ANCONA. In un pesciolino del Mozambico la ricetta anti età per l’uomo.
Creato il 10 marzo 2016 da Agipapress
ANCONA. Si
chiama “Nothorbranchius Furzeri” ed è il protagonista del convegno dal titolo “Dalla
savana ai laboratori: come un piccolo pesce africano può aiutarci a comprendere
i meccanismi dell’invecchiamento" che si terrà lunedì 14 marzo alle 16 nella
Sala del Rettorato dell’Università Politecnica delle Marche, in piazza Roma 22
ad Ancona.
In natura,
infatti, esiste un piccolo pesce d’acqua dolce che vive nelle pozze d’acqua
temporanee che si formano durante la stagione delle piogge nell’area compresa
fra lo Zimbabwe ed il Mozambico, che si chiama “Nothorbranchius Furzeri” ma è noto
agli appassionati come “killi turchese” della famiglia
Nothobranchiidae.
Questo pesciolino ha una peculiarità: pur invecchiando in maniera
accelerata, sviluppa nell’arco di pochi mesi gli stessi problemi fisici delle
persone, come tumori, malattie cardiovascolari e neurodegenerative.
Proprio di come
la scoperta di questa caratteristica permetta di studiare più rapidamente i
processi tipici della vecchiaia della specie se ne parla all’incontro di lunedì
14 marzo che rappresenta l’appuntamento annuale promosso dall’Inrca l’Istituto Nazionale Riposo
e Cura Anziani in collaborazione con l’Università
Politecnica delle Marche, che ogni anno coinvolge i massimi esperti
internazionali per affrontare un tema legato alla ricerca sulla terza età.
L’incontro,
organizzato dal professor Fiorenzo
Conti del Centro di Neurobiologia dell’invecchiamento Inrca, vede la
partecipazione del direttore scientifico Fabrizia Lattanzio e di Alessandro Cellerino del Laboratorio di Biologia della Scuola
Normale Superiore il primo a descrivere il rapidissimo ciclo vitale
dell’animale.
Uno studio condotto nel 2014 ad opera di un pool di
ricercatori di Asia, Usa ed Europa riunitisi alla Scuola Normale che ha affrontato
per la prima volta l’analisi dei risultati della mappatura del genoma del Nothobranchius
furzeri, frutto della raccolta dei risultati delle ricerche di laboratorio provenienti
da studi effettuati in tutto il mondo, al fine di riuscire a definire i
meccanismi genetici e cellulari che determinano il processo di invecchiamento
di questo pesciolino, rappresenta un punto di riferimento importante in questa
ricerca di risposte per l’uomo.
L’aspettativa di vita del pesciolino africano è limitata: meno di 3 mesi in natura
e questo lo rendono tra i vertebrati, l’animale con il ciclo più breve di
nascita-crescita-invecchiamento-morte.
Come mai questa celerità di vita?
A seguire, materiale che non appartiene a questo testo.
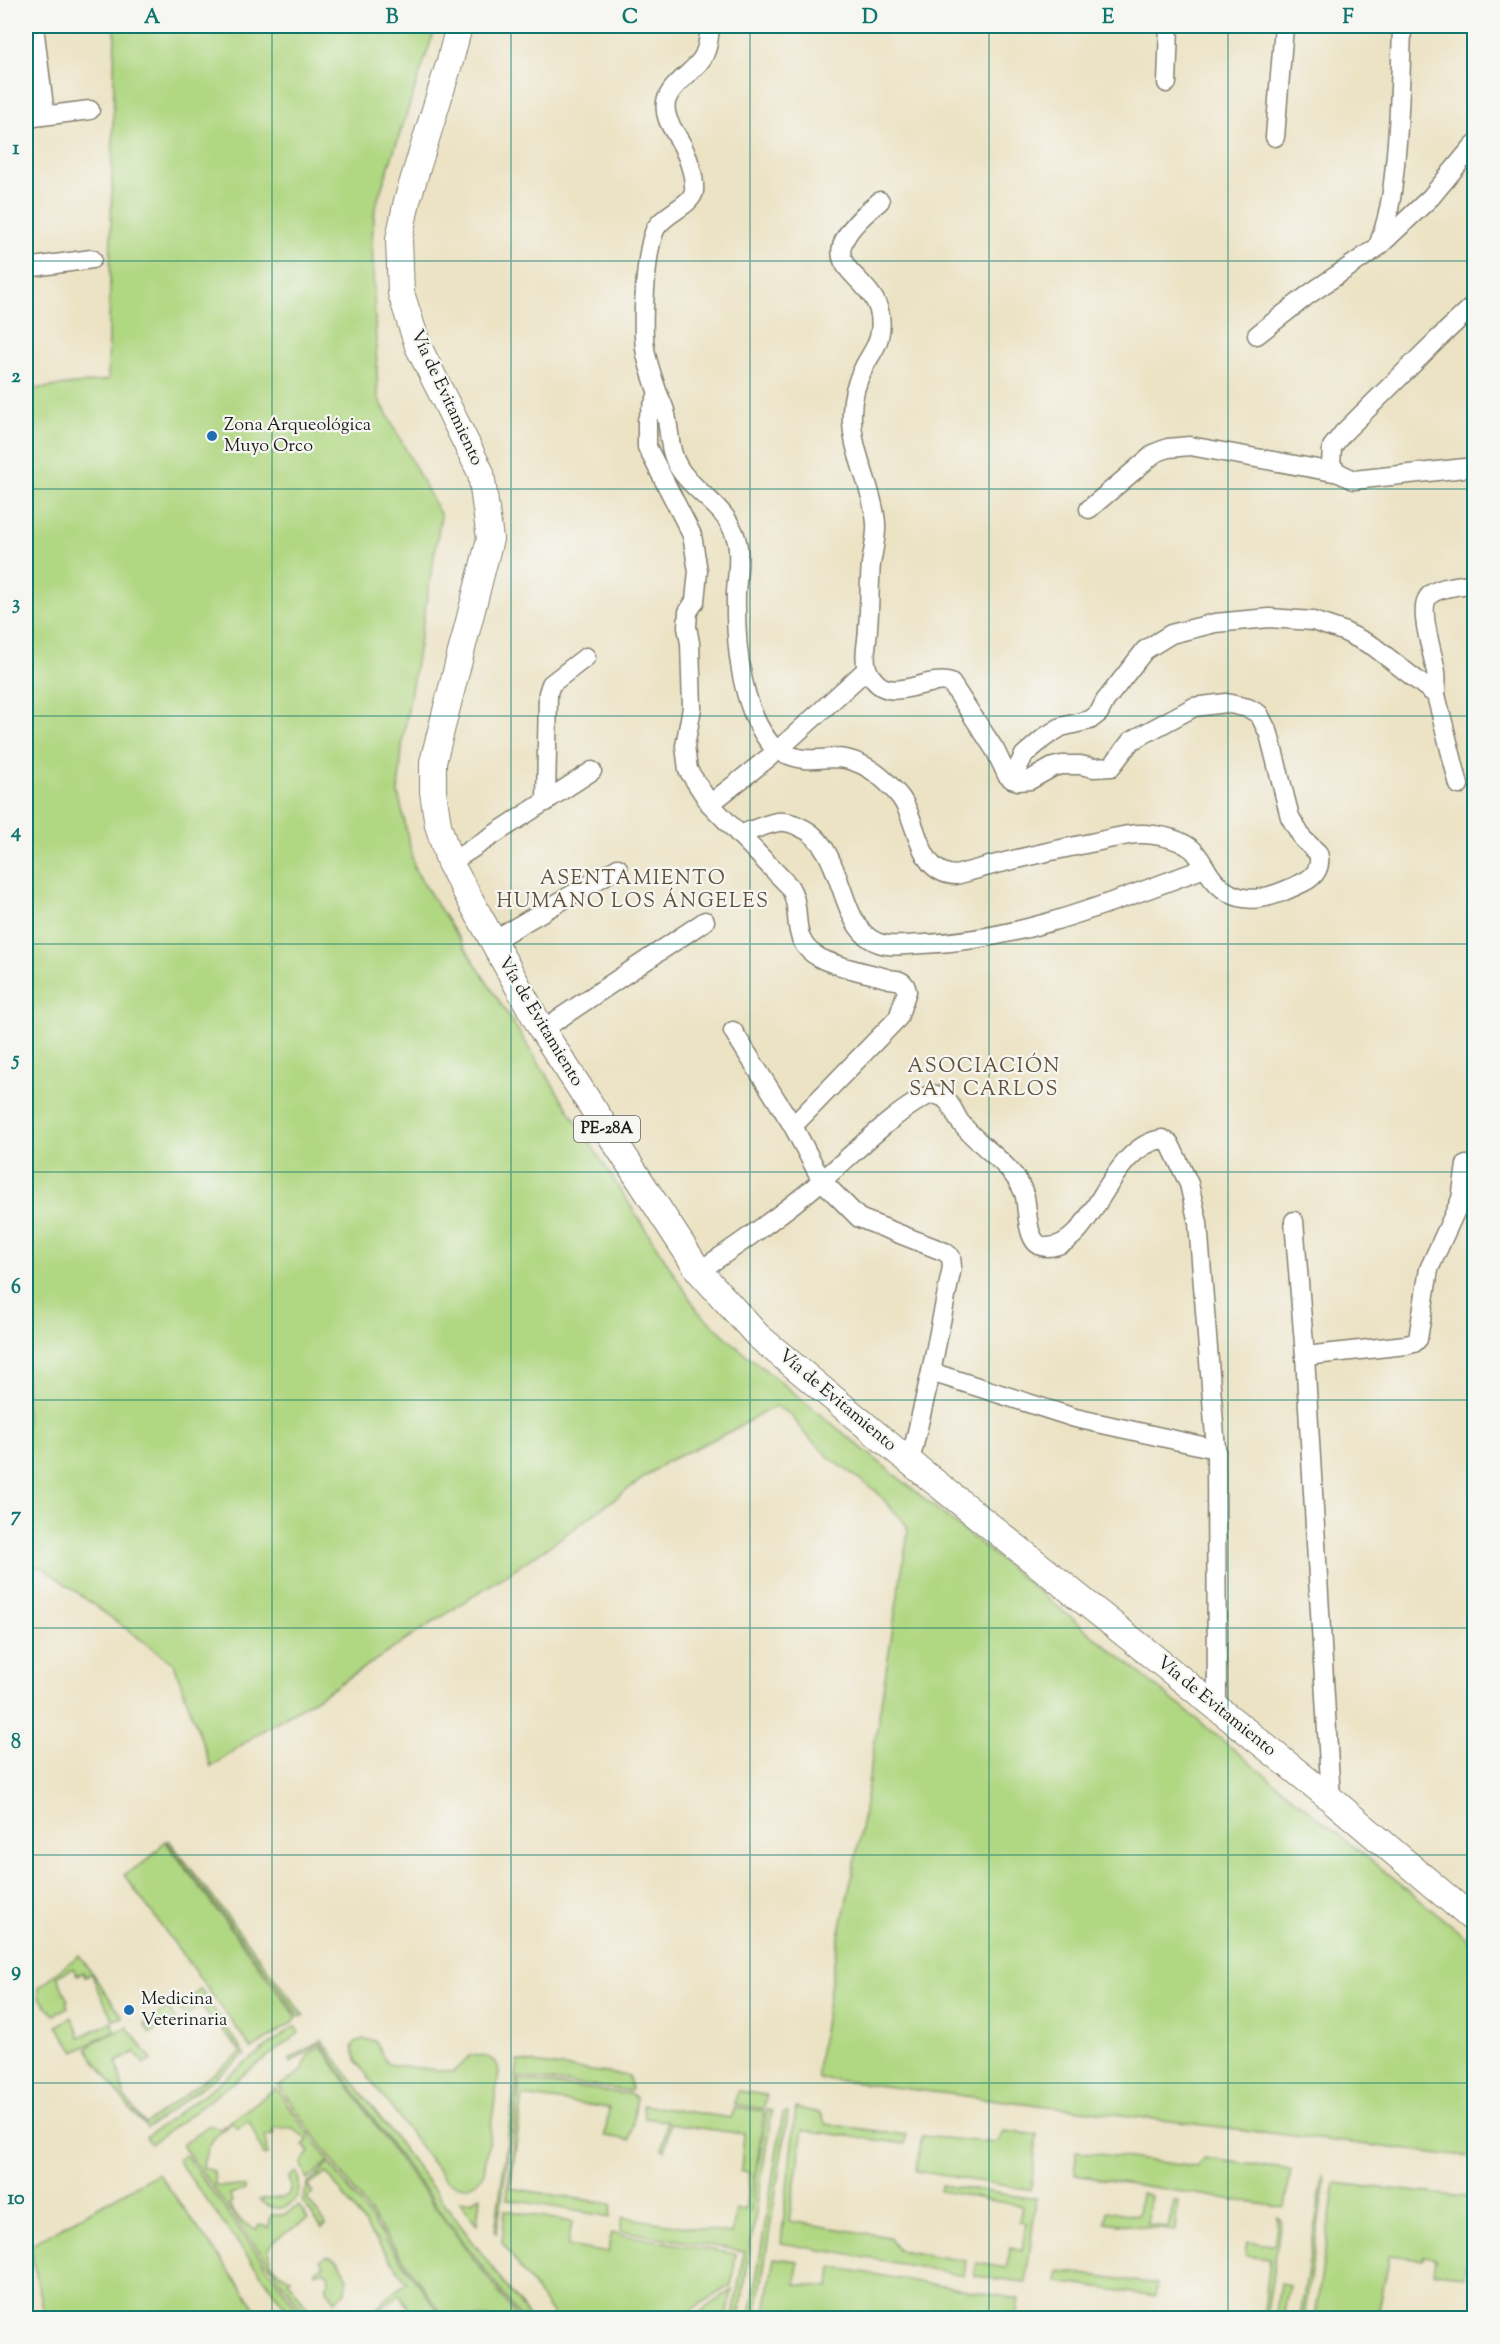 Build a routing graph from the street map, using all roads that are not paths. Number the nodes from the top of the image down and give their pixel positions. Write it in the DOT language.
graph roads {
  1 [pos="34,26"];
  2 [pos="459,26"];
  3 [pos="710,26"];
  4 [pos="1169,26"];
  5 [pos="1284,26"];
  6 [pos="1402,26"];
  7 [pos="1167,83"];
  8 [pos="90,110"];
  9 [pos="45,115"];
  10 [pos="26,118"];
  11 [pos="1275,137"];
  12 [pos="1474,145"];
  13 [pos="879,201"];
  14 [pos="1378,247"];
  15 [pos="92,259"];
  16 [pos="26,268"];
  17 [pos="1474,305"];
  18 [pos="1257,335"];
  19 [pos="658,394"];
  20 [pos="1474,467"];
  21 [pos="1339,473"];
  22 [pos="1089,509"];
  23 [pos="1474,583"];
  24 [pos="586,657"];
  25 [pos="867,669"];
  26 [pos="1436,695"];
  27 [pos="777,751"];
  28 [pos="592,771"];
  29 [pos="1012,779"];
  30 [pos="1459,785"];
  31 [pos="546,802"];
  32 [pos="711,804"];
  33 [pos="739,835"];
  34 [pos="450,863"];
  35 [pos="618,868"];
  36 [pos="1205,868"];
  37 [pos="705,921"];
  38 [pos="492,941"];
  39 [pos="542,1030"];
  40 [pos="734,1031"];
  41 [pos="793,1126"];
  42 [pos="1466,1165"];
  43 [pos="822,1181"];
  44 [pos="1294,1221"];
  45 [pos="699,1270"];
  46 [pos="1305,1356"];
  47 [pos="931,1372"];
  48 [pos="1215,1449"];
  49 [pos="910,1462"];
  50 [pos="1217,1708"];
  51 [pos="1331,1798"];
  52 [pos="1474,1920"];
  1 -- 9 [label="street"];
  2 -- 34 [label="highway, Vía de Evitamiento / PE-28A"];
  3 -- 19 [label="street"];
  4 -- 7 [label="street"];
  5 -- 11 [label="street"];
  6 -- 14 [label="street"];
  8 -- 9 [label="street"];
  9 -- 10 [label="street"];
  12 -- 14 [label="street"];
  13 -- 25 [label="street"];
  14 -- 18 [label="street"];
  15 -- 16 [label="street"];
  17 -- 21 [label="street"];
  19 -- 27 [label="street"];
  19 -- 32 [label="street"];
  20 -- 21 [label="street"];
  21 -- 22 [label="street"];
  23 -- 26 [label="street"];
  24 -- 31 [label="street"];
  25 -- 27 [label="street"];
  25 -- 29 [label="street"];
  26 -- 29 [label="street"];
  26 -- 30 [label="street"];
  27 -- 32 [label="street"];
  27 -- 36 [label="street"];
  28 -- 31 [label="street"];
  29 -- 36 [label="street"];
  31 -- 34 [label="street"];
  32 -- 33 [label="street"];
  33 -- 36 [label="street"];
  33 -- 41 [label="street"];
  34 -- 38 [label="highway, Vía de Evitamiento / PE-28A"];
  35 -- 38 [label="street"];
  37 -- 39 [label="street"];
  38 -- 39 [label="highway, Vía de Evitamiento / PE-28A"];
  39 -- 45 [label="highway, Vía de Evitamiento / PE-28A"];
  40 -- 41 [label="street"];
  41 -- 43 [label="street"];
  42 -- 46 [label="street"];
  43 -- 45 [label="street"];
  43 -- 47 [label="street"];
  43 -- 48 [label="street"];
  44 -- 46 [label="street"];
  45 -- 49 [label="highway, Vía de Evitamiento / PE-28A"];
  46 -- 51 [label="street"];
  47 -- 48 [label="street"];
  47 -- 49 [label="street"];
  48 -- 50 [label="street"];
  49 -- 50 [label="highway, Vía de Evitamiento / PE-28A"];
  50 -- 51 [label="highway, Vía de Evitamiento / PE-28A"];
  51 -- 52 [label="highway, Vía de Evitamiento / PE-28A"];
} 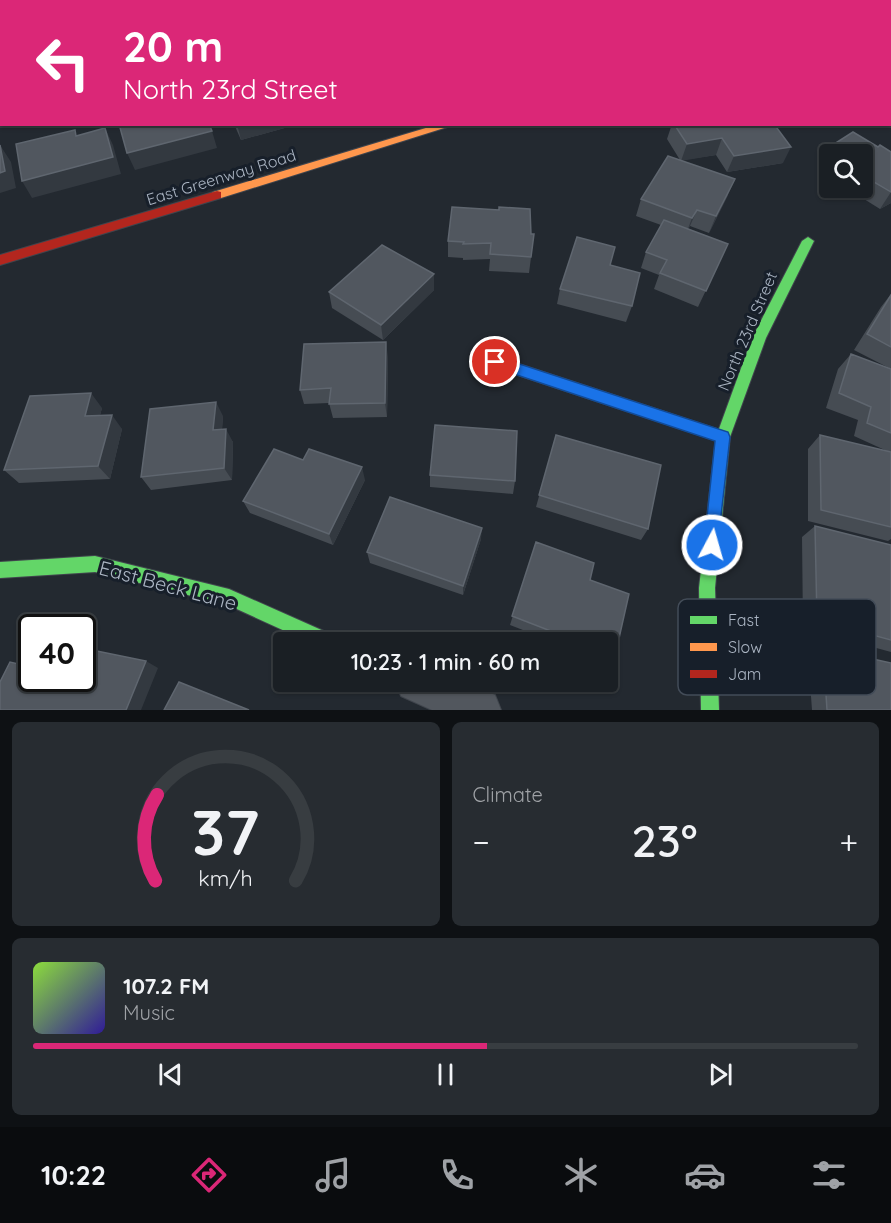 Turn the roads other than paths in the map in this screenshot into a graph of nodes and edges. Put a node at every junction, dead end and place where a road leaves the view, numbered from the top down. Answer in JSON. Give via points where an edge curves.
{"nodes":[{"id":1,"x":445,"y":126,"type":"edge"},
{"id":2,"x":808,"y":241,"type":"dead end"},
{"id":3,"x":0,"y":260,"type":"edge"},
{"id":4,"x":495,"y":362,"type":"dead end"},
{"id":5,"x":723,"y":437,"type":"junction"},
{"id":6,"x":0,"y":570,"type":"edge"},
{"id":7,"x":707,"y":599,"type":"edge"},
{"id":8,"x":307,"y":632,"type":"edge"},
{"id":9,"x":440,"y":692,"type":"edge"},
{"id":10,"x":710,"y":695,"type":"edge"},
{"id":11,"x":480,"y":710,"type":"edge"},
{"id":12,"x":710,"y":710,"type":"edge"}],
"edges":[{"from":1,"to":3,"type":"street","name":"East Greenway Road"},
{"from":2,"to":5,"type":"street","name":"North 23rd Street","via":[[759,338]]},
{"from":4,"to":5,"type":"street"},
{"from":5,"to":7,"type":"street","name":"North 23rd Street"},
{"from":6,"to":8,"type":"street","name":"East Beck Lane","via":[[95,564],[229,597]]},
{"from":9,"to":11,"type":"street"},
{"from":10,"to":12,"type":"street","name":"North 23rd Street"}]} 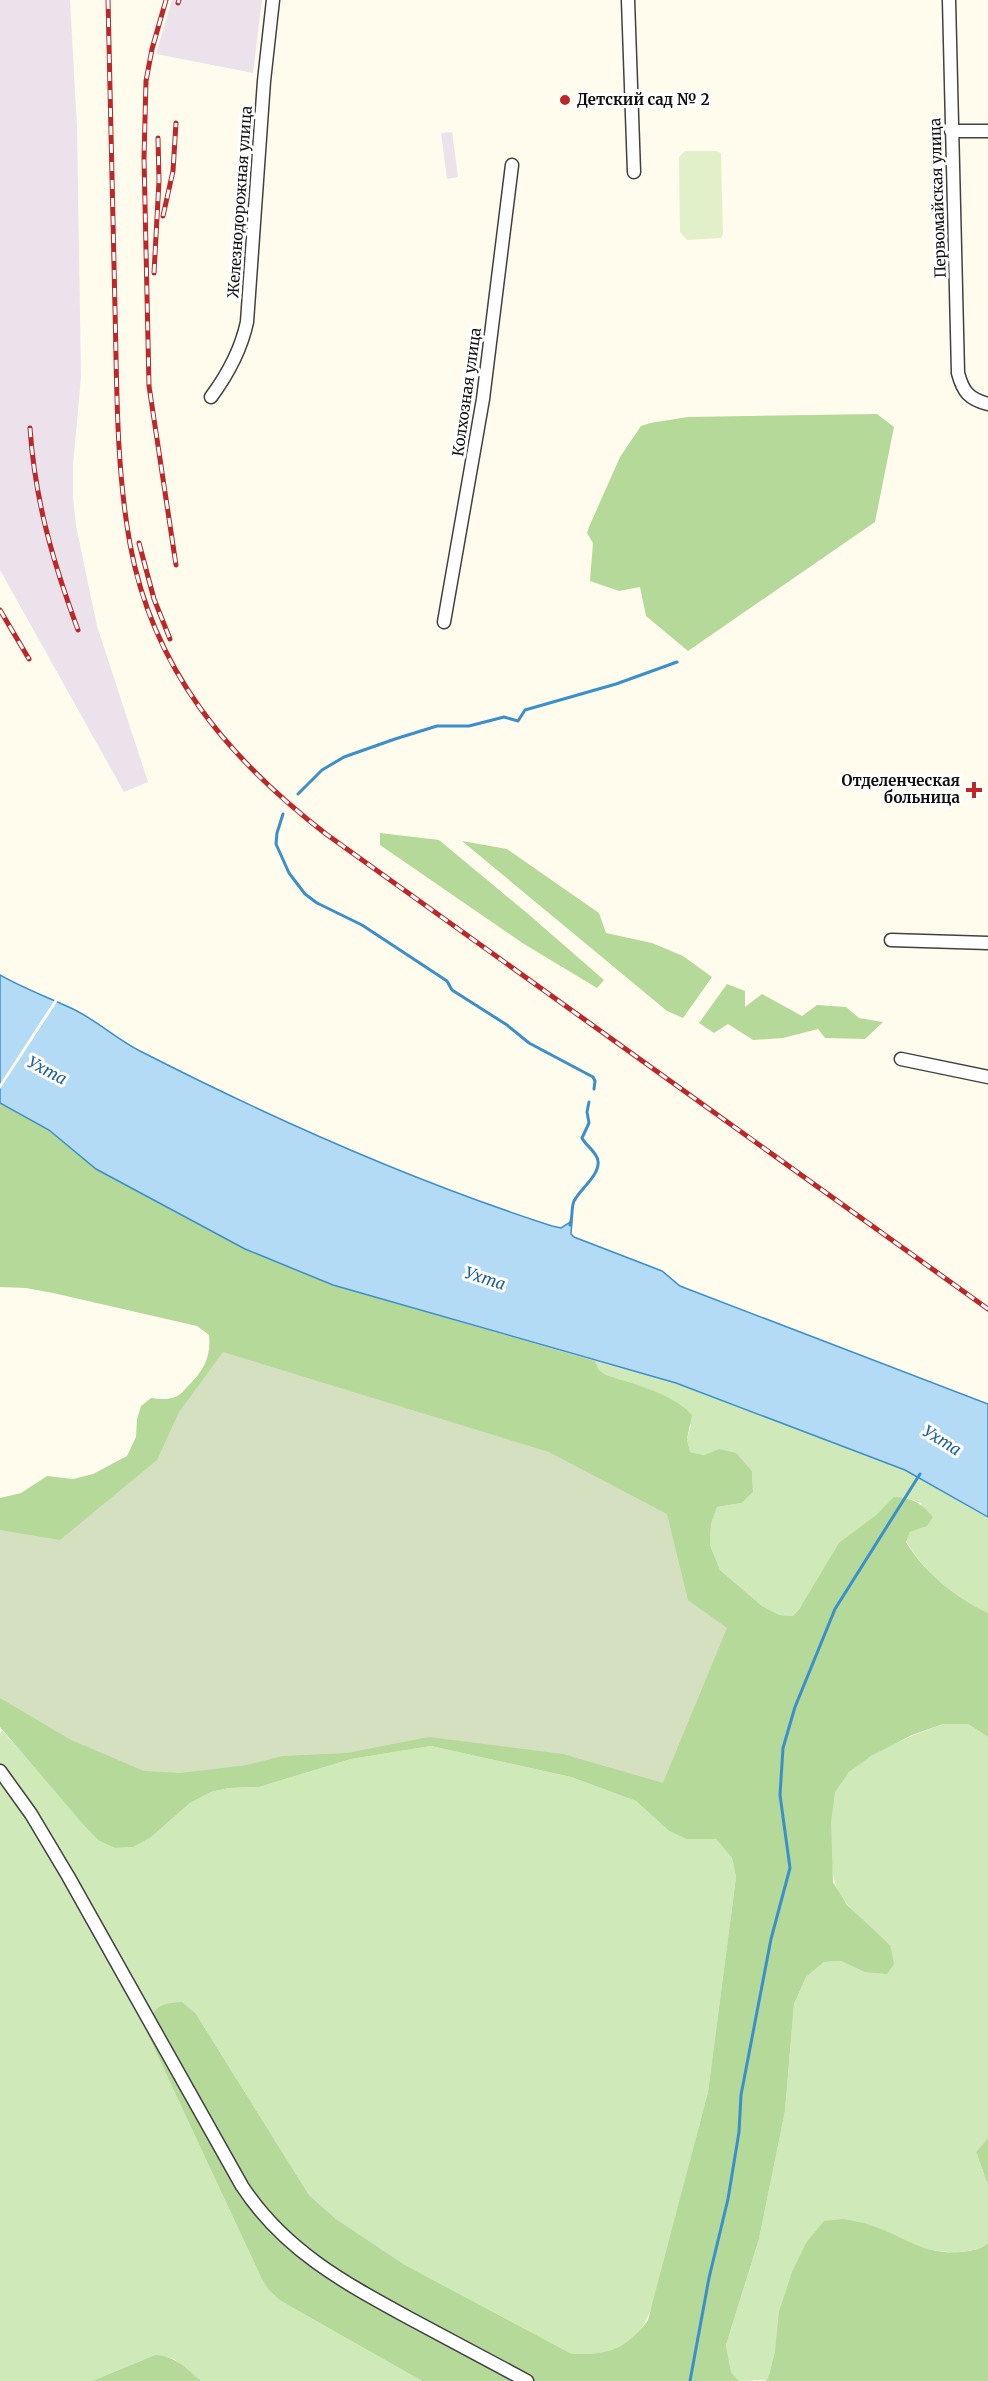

Perché il Nothobranchius furzeri che vive solo
nelle pozze temporanee che si formano durante la stagione delle piogge nel sud
del Mozambico, quando queste pozze si seccano, tutti i pesci muoiono;
sopravvivono solo le uova incistate nel fango secco.
Analoga breve durata di vita è stata replicata anche in
laboratorio, come ha dimostrato un gruppo di ricerca della Laboratorio di Biologia della Scuola Normale Superiore guidato da Alessandro Cellerino, dove i pescihanno vissuto
pochi mesi mostrando però un ciclo vitale completo seppure accelerato.
Sarebbe però stato dimostrato che questo processo di
invecchiamento del Nothobranchius furzeri può essere rallentato grazie all’utilizzo
di sostanze naturali; da qui l’interesse non solo naturalistico verso le originali
caratteristiche di questo pesciolino esotico, quanto le implicazioni che questo
determina per lo studio dei processi che regolamentano il ciclo di vita degli
organismi superiori.
Si sono diffusi a livello mondiale i laboratori che hanno analizzato queste
caratteristiche ed oltre venti sono quelli sparsi nel mondo che hanno stabilito
colonie di Nothobranchius furzeri certi che, grazie alla loro breve aspettativa
di vita, questi pesci possano accelerare il progresso della conoscenza sui
meccanismi genetici e cellulari dell’invecchiamento
Di particolare rilevanza dunque per l’aggiornamento della
ricerca è l’appuntamento di lunedì ad Ancona.